── EXTRACTED INFORMATION ──
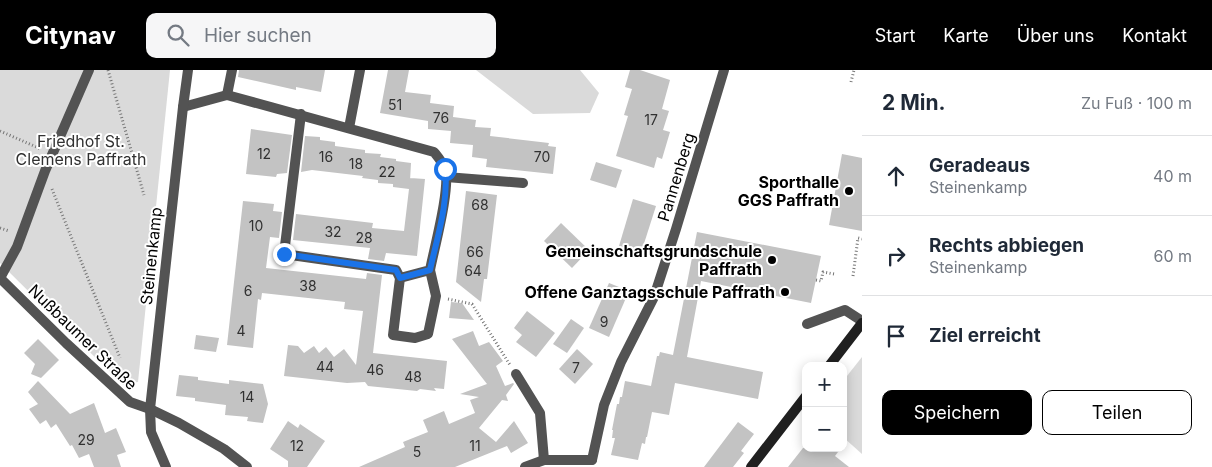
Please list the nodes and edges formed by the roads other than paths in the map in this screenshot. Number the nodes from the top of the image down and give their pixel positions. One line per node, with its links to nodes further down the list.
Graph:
1 (89, 70): 13 (street)
2 (188, 70): 7 (street, Steinenkamp)
3 (232, 70): 6 (street)
4 (360, 70): 9 (street)
5 (724, 70): 22 (street, Pannenberg)
6 (227, 95): 7 (street); 8 (street)
7 (182, 106): 20 (street, Steinenkamp)
8 (301, 114): 9 (street); 14 (street)
9 (349, 128): 10 (street)
10 (446, 177): 11 (street); 12 (street)
11 (524, 183)
12 (430, 270): 14 (street); 14 (street)
13 (0, 278): 20 (street, Nußbaumer Straße)
14 (400, 278)
15 (862, 322): 16 (street); 17 (main road)
16 (807, 324)
17 (832, 362)
18 (516, 374): 21 (street)
19 (802, 401): 26 (main road)
20 (150, 409): 23 (street); 24 (street, Nußbaumer Straße)
21 (544, 460): 22 (street); 25 (street)
22 (594, 464)
23 (166, 467)
24 (247, 467)
25 (525, 467)
26 (752, 467)

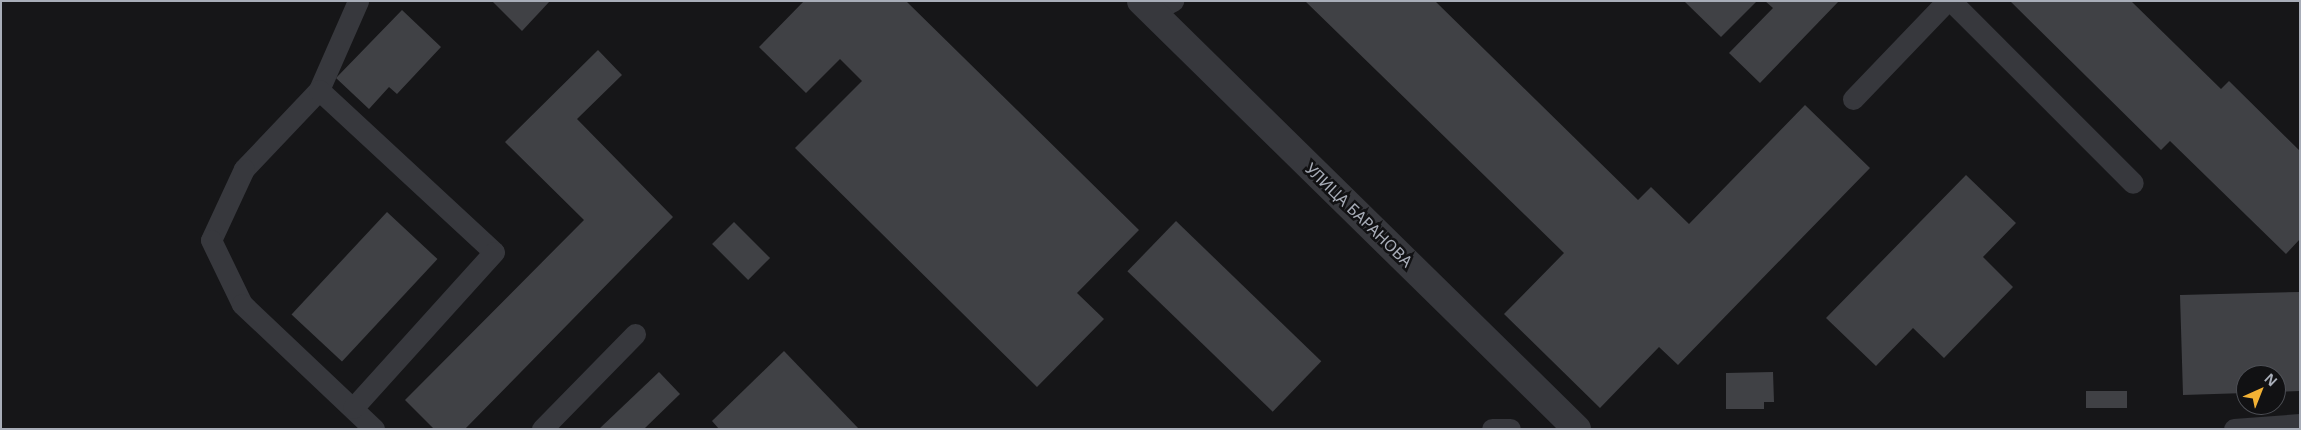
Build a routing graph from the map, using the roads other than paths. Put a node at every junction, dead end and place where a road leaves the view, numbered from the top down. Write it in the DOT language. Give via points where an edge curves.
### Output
graph roads {
  1 [pos="358,1"];
  2 [pos="1947,1"];
  3 [pos="1951,1"];
  4 [pos="1156,5"];
  5 [pos="319,90"];
  6 [pos="1853,99"];
  7 [pos="2133,183"];
  8 [pos="636,334"];
  9 [pos="353,408"];
  10 [pos="2300,424"];
  11 [pos="374,429"];
  12 [pos="542,429"];
  13 [pos="1492,429"];
  14 [pos="1510,429"];
  15 [pos="1577,429"];
  16 [pos="2234,429"];
  1 -- 5 [label="lane"];
  2 -- 6 [label="lane"];
  3 -- 7 [label="lane"];
  4 -- 15 [label="street, УЛИЦА БАРАНОВА"];
  5 -- 9 [label="lane" via="244,169 211,240 242,304"];
  5 -- 9 [label="lane" via="494,252"];
  8 -- 12 [label="lane"];
  9 -- 11 [label="lane"];
  10 -- 16 [label="lane"];
  13 -- 14 [label="lane"];
}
───
* ACTIVITY: How many lines in the records above hold the word "from"? Give only the number.

* OUTPUT OF THE TASK: 2